**What this task involves**
Word for word, copy the data that follows and skip its pictures.
Records shown: Begin
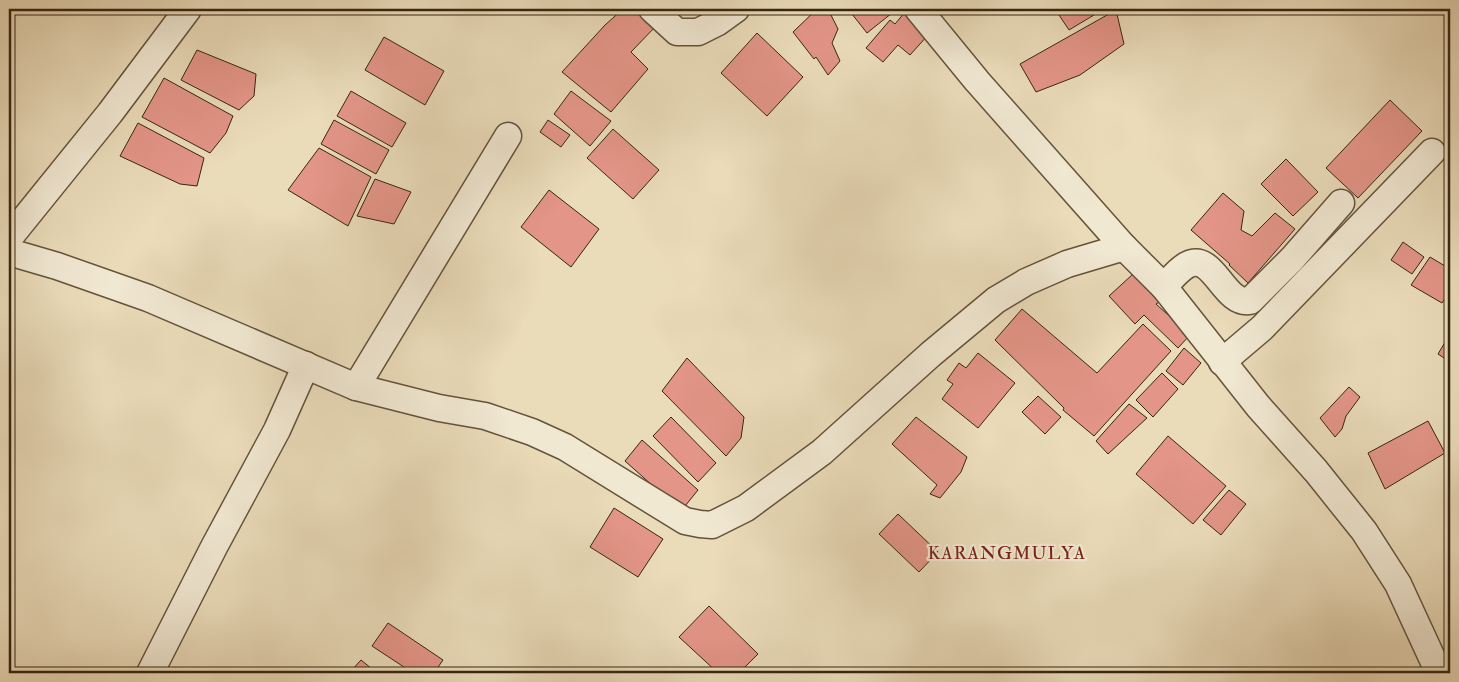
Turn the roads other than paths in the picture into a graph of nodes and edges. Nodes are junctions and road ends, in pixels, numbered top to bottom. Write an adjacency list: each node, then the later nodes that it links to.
1 (188, 9): 8 (street)
2 (652, 9): 3 (street)
3 (736, 9)
4 (918, 9): 9 (street)
5 (508, 136): 15 (street)
6 (1432, 152): 11 (street)
7 (1341, 202): 11 (street)
8 (9, 238)
9 (1124, 247): 12 (street); 15 (street)
10 (9, 252): 14 (street)
11 (1301, 268): 12 (street); 13 (street)
12 (1164, 287): 13 (street)
13 (1222, 362): 17 (street)
14 (306, 365): 15 (street); 16 (street)
15 (356, 386)
16 (150, 673)
17 (1439, 673)

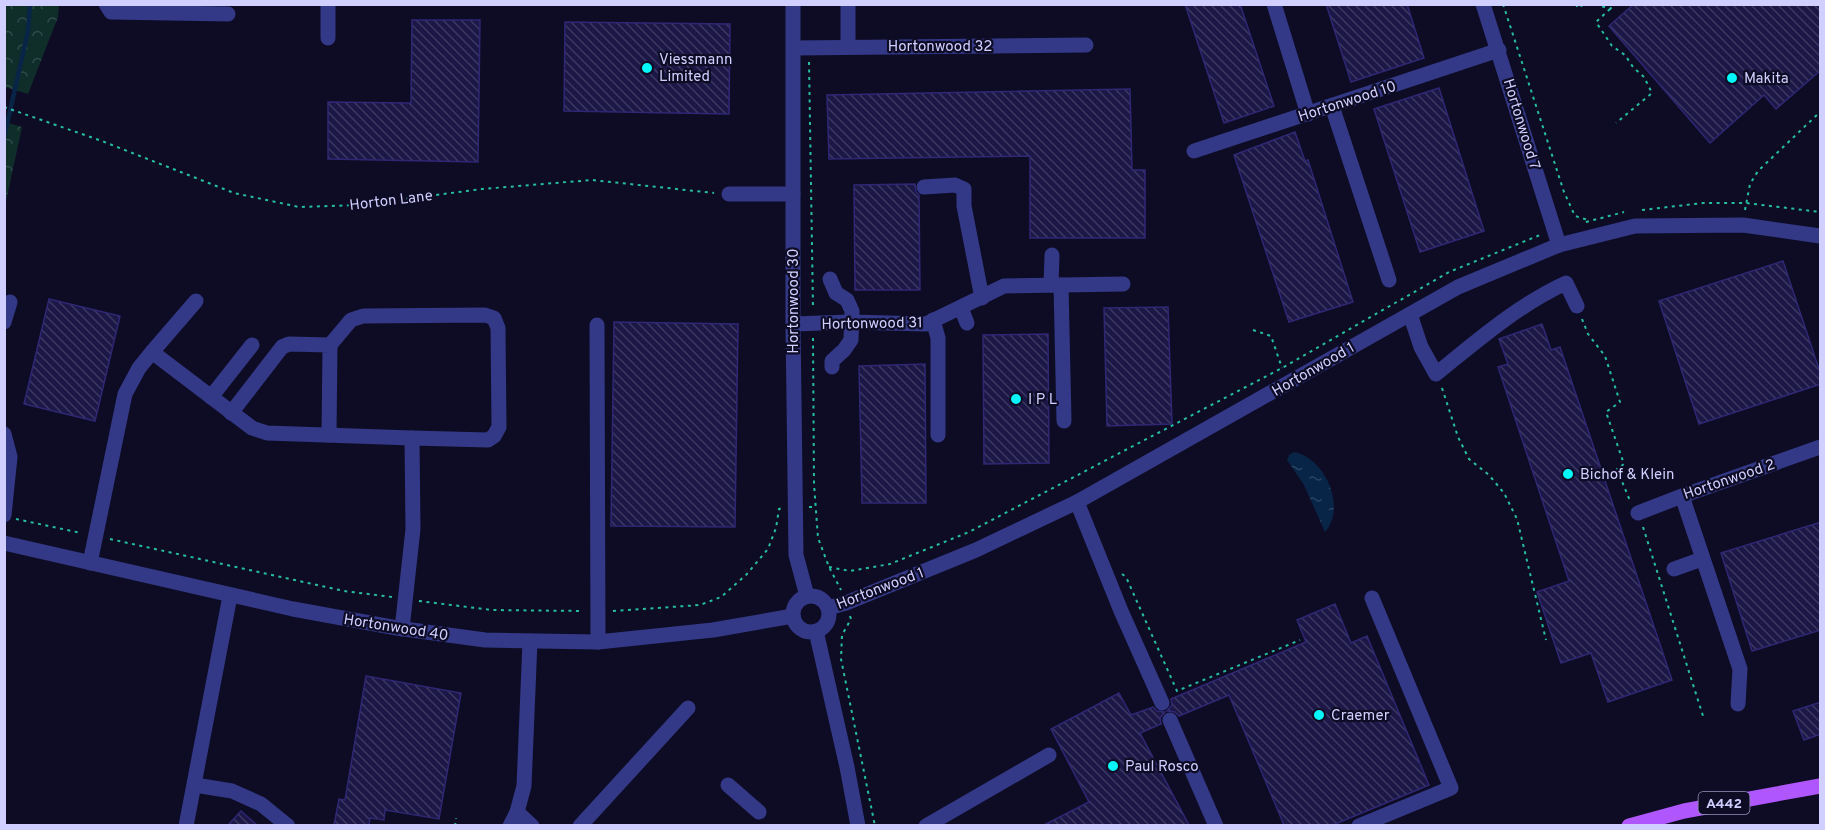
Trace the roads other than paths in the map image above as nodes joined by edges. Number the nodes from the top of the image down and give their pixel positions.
1 (106, 4) edge
2 (328, 4) edge
3 (793, 4) edge
4 (848, 4) edge
5 (1275, 4) edge
6 (1484, 4) edge
7 (228, 14) dead end
8 (328, 38) dead end
9 (1086, 45) dead end
10 (848, 47) junction
11 (801, 48) junction
12 (1499, 50) junction
13 (1332, 105) junction
14 (1308, 114) junction
15 (1194, 151) dead end
16 (924, 187) dead end
17 (729, 194) road end
18 (793, 194) junction
19 (1821, 236) edge
20 (1559, 245) junction
21 (1052, 255) dead end
22 (830, 279) dead end
23 (1389, 280) dead end
24 (1123, 284) dead end
25 (1056, 285) junction
26 (982, 298) junction
27 (196, 301) dead end
28 (10, 302) dead end
29 (1577, 306) dead end
30 (961, 309) junction
31 (1410, 314) junction
32 (933, 320) junction
33 (4, 322) edge
34 (851, 322) junction
35 (967, 323) dead end
36 (793, 324) junction
37 (597, 325) dead end
38 (252, 345) dead end
39 (330, 345) junction
40 (152, 352) junction
41 (832, 367) dead end
42 (211, 397) junction
43 (231, 413) junction
44 (1064, 421) dead end
45 (4, 434) edge
46 (329, 435) junction
47 (938, 435) dead end
48 (412, 438) junction
49 (1821, 447) edge
50 (1682, 496) junction
51 (1077, 502) junction
52 (1638, 513) dead end
53 (4, 515) edge
54 (4, 543) edge
55 (1702, 559) junction
56 (90, 563) junction
57 (1674, 569) dead end
58 (230, 596) junction
59 (807, 596) junction
60 (1372, 598) dead end
61 (828, 608) junction
62 (793, 616) junction
63 (402, 629) junction
64 (816, 631) junction
65 (530, 641) junction
66 (598, 642) junction
67 (1162, 703) dead end
68 (1738, 704) dead end
69 (688, 708) dead end
70 (1170, 720) dead end
71 (1049, 755) dead end
72 (195, 785) junction
73 (728, 785) dead end
74 (1821, 786) edge
75 (759, 812) dead end
76 (513, 819) edge
77 (186, 825) edge
78 (288, 825) edge
79 (532, 825) edge
80 (580, 825) edge
81 (858, 825) edge
82 (926, 825) edge
83 (1216, 825) edge
84 (1359, 825) edge
85 (1629, 825) edge

1 - 7 street
2 - 8 street
3 - 11 street, Hortonwood 30
4 - 10 street
5 - 14 street
6 - 12 street, Hortonwood 7
9 - 10 street, Hortonwood 32
10 - 11 street, Hortonwood 32
11 - 18 street, Hortonwood 30
12 - 13 street, Hortonwood 10
12 - 20 street, Hortonwood 7
13 - 14 street, Hortonwood 10
13 - 23 street
14 - 15 street, Hortonwood 10
16 - 26 street
17 - 18 street
18 - 36 street, Hortonwood 30
19 - 20 street, Hortonwood 1
20 - 31 street, Hortonwood 1
21 - 25 street
22 - 34 street
24 - 25 street, Hortonwood 31
25 - 26 street, Hortonwood 31
25 - 44 street
26 - 30 street, Hortonwood 31
27 - 40 street
28 - 33 street
29 - 31 street
30 - 32 street, Hortonwood 31
30 - 35 street
31 - 51 street, Hortonwood 1
32 - 34 street, Hortonwood 31
32 - 47 street
34 - 36 street, Hortonwood 31
34 - 41 street
36 - 59 street, Hortonwood 30
37 - 66 street
38 - 42 street
39 - 43 street
39 - 46 street
39 - 48 street
40 - 42 street
40 - 56 street
42 - 43 street
43 - 46 street
45 - 53 street
46 - 48 street
48 - 63 street
49 - 50 street, Hortonwood 2
50 - 52 street, Hortonwood 2
50 - 55 street
51 - 61 street, Hortonwood 1
51 - 67 street
54 - 56 street, Hortonwood 40
55 - 57 street
55 - 68 street
56 - 58 street, Hortonwood 40
58 - 63 street, Hortonwood 40
58 - 72 street
59 - 61 street
59 - 62 street
60 - 84 street
61 - 64 street
62 - 64 street
62 - 66 street, Hortonwood 40
63 - 65 street, Hortonwood 40
64 - 81 street
65 - 66 street, Hortonwood 40
65 - 76 street
69 - 80 street
70 - 83 street
71 - 82 street
72 - 77 street
72 - 78 street
73 - 75 street
74 - 85 main road, A442
76 - 79 street

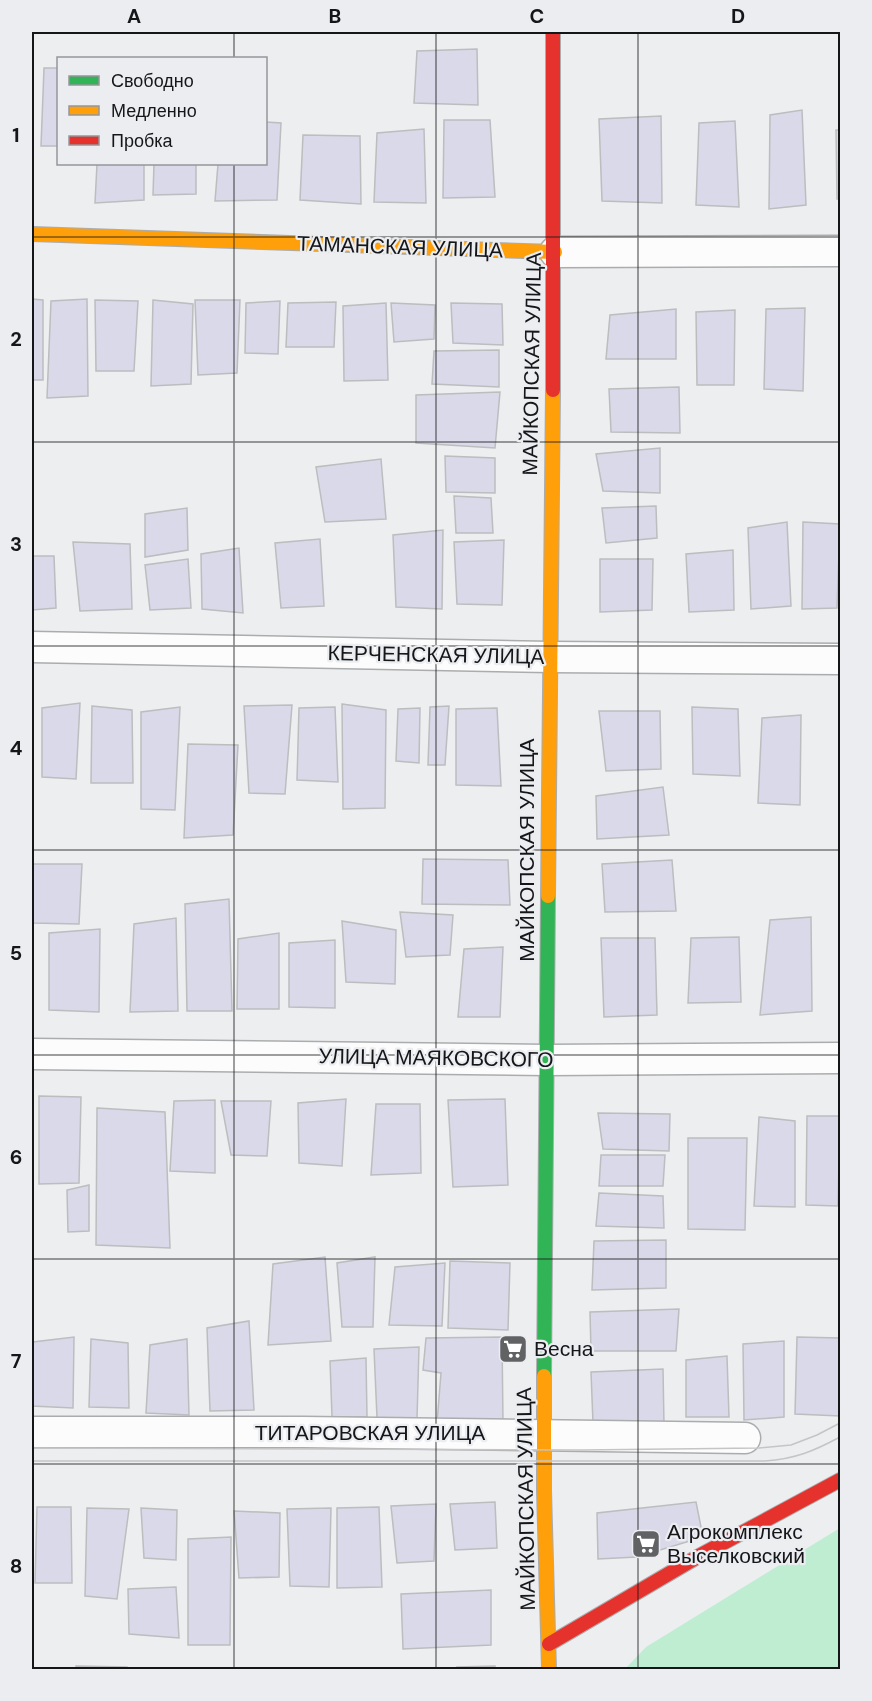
Records shown: End
**Task answer**
Turn the roads other than paths in the picture into a graph of nodes and edges. Nodes are junctions and road ends, in pixels, numbered top to bottom. Write an adjacency list: each node, then the later nodes that it links to.
1 (188, 9): 8 (street)
2 (652, 9): 3 (street)
3 (736, 9)
4 (918, 9): 9 (street)
5 (508, 136): 15 (street)
6 (1432, 152): 11 (street)
7 (1341, 202): 11 (street)
8 (9, 238)
9 (1124, 247): 12 (street); 15 (street)
10 (9, 252): 14 (street)
11 (1301, 268): 12 (street); 13 (street)
12 (1164, 287): 13 (street)
13 (1222, 362): 17 (street)
14 (306, 365): 15 (street); 16 (street)
15 (356, 386)
16 (150, 673)
17 (1439, 673)

Trace the roads other than paths in the map image above as nodes joined by edges. Number the nodes from the top of the image down and give their pixel positions.
1 (106, 4) edge
2 (328, 4) edge
3 (793, 4) edge
4 (848, 4) edge
5 (1275, 4) edge
6 (1484, 4) edge
7 (228, 14) dead end
8 (328, 38) dead end
9 (1086, 45) dead end
10 (848, 47) junction
11 (801, 48) junction
12 (1499, 50) junction
13 (1332, 105) junction
14 (1308, 114) junction
15 (1194, 151) dead end
16 (924, 187) dead end
17 (729, 194) road end
18 (793, 194) junction
19 (1821, 236) edge
20 (1559, 245) junction
21 (1052, 255) dead end
22 (830, 279) dead end
23 (1389, 280) dead end
24 (1123, 284) dead end
25 (1056, 285) junction
26 (982, 298) junction
27 (196, 301) dead end
28 (10, 302) dead end
29 (1577, 306) dead end
30 (961, 309) junction
31 (1410, 314) junction
32 (933, 320) junction
33 (4, 322) edge
34 (851, 322) junction
35 (967, 323) dead end
36 (793, 324) junction
37 (597, 325) dead end
38 (252, 345) dead end
39 (330, 345) junction
40 (152, 352) junction
41 (832, 367) dead end
42 (211, 397) junction
43 (231, 413) junction
44 (1064, 421) dead end
45 (4, 434) edge
46 (329, 435) junction
47 (938, 435) dead end
48 (412, 438) junction
49 (1821, 447) edge
50 (1682, 496) junction
51 (1077, 502) junction
52 (1638, 513) dead end
53 (4, 515) edge
54 (4, 543) edge
55 (1702, 559) junction
56 (90, 563) junction
57 (1674, 569) dead end
58 (230, 596) junction
59 (807, 596) junction
60 (1372, 598) dead end
61 (828, 608) junction
62 (793, 616) junction
63 (402, 629) junction
64 (816, 631) junction
65 (530, 641) junction
66 (598, 642) junction
67 (1162, 703) dead end
68 (1738, 704) dead end
69 (688, 708) dead end
70 (1170, 720) dead end
71 (1049, 755) dead end
72 (195, 785) junction
73 (728, 785) dead end
74 (1821, 786) edge
75 (759, 812) dead end
76 (513, 819) edge
77 (186, 825) edge
78 (288, 825) edge
79 (532, 825) edge
80 (580, 825) edge
81 (858, 825) edge
82 (926, 825) edge
83 (1216, 825) edge
84 (1359, 825) edge
85 (1629, 825) edge

1 - 7 street
2 - 8 street
3 - 11 street, Hortonwood 30
4 - 10 street
5 - 14 street
6 - 12 street, Hortonwood 7
9 - 10 street, Hortonwood 32
10 - 11 street, Hortonwood 32
11 - 18 street, Hortonwood 30
12 - 13 street, Hortonwood 10
12 - 20 street, Hortonwood 7
13 - 14 street, Hortonwood 10
13 - 23 street
14 - 15 street, Hortonwood 10
16 - 26 street
17 - 18 street
18 - 36 street, Hortonwood 30
19 - 20 street, Hortonwood 1
20 - 31 street, Hortonwood 1
21 - 25 street
22 - 34 street
24 - 25 street, Hortonwood 31
25 - 26 street, Hortonwood 31
25 - 44 street
26 - 30 street, Hortonwood 31
27 - 40 street
28 - 33 street
29 - 31 street
30 - 32 street, Hortonwood 31
30 - 35 street
31 - 51 street, Hortonwood 1
32 - 34 street, Hortonwood 31
32 - 47 street
34 - 36 street, Hortonwood 31
34 - 41 street
36 - 59 street, Hortonwood 30
37 - 66 street
38 - 42 street
39 - 43 street
39 - 46 street
39 - 48 street
40 - 42 street
40 - 56 street
42 - 43 street
43 - 46 street
45 - 53 street
46 - 48 street
48 - 63 street
49 - 50 street, Hortonwood 2
50 - 52 street, Hortonwood 2
50 - 55 street
51 - 61 street, Hortonwood 1
51 - 67 street
54 - 56 street, Hortonwood 40
55 - 57 street
55 - 68 street
56 - 58 street, Hortonwood 40
58 - 63 street, Hortonwood 40
58 - 72 street
59 - 61 street
59 - 62 street
60 - 84 street
61 - 64 street
62 - 64 street
62 - 66 street, Hortonwood 40
63 - 65 street, Hortonwood 40
64 - 81 street
65 - 66 street, Hortonwood 40
65 - 76 street
69 - 80 street
70 - 83 street
71 - 82 street
72 - 77 street
72 - 78 street
73 - 75 street
74 - 85 main road, A442
76 - 79 street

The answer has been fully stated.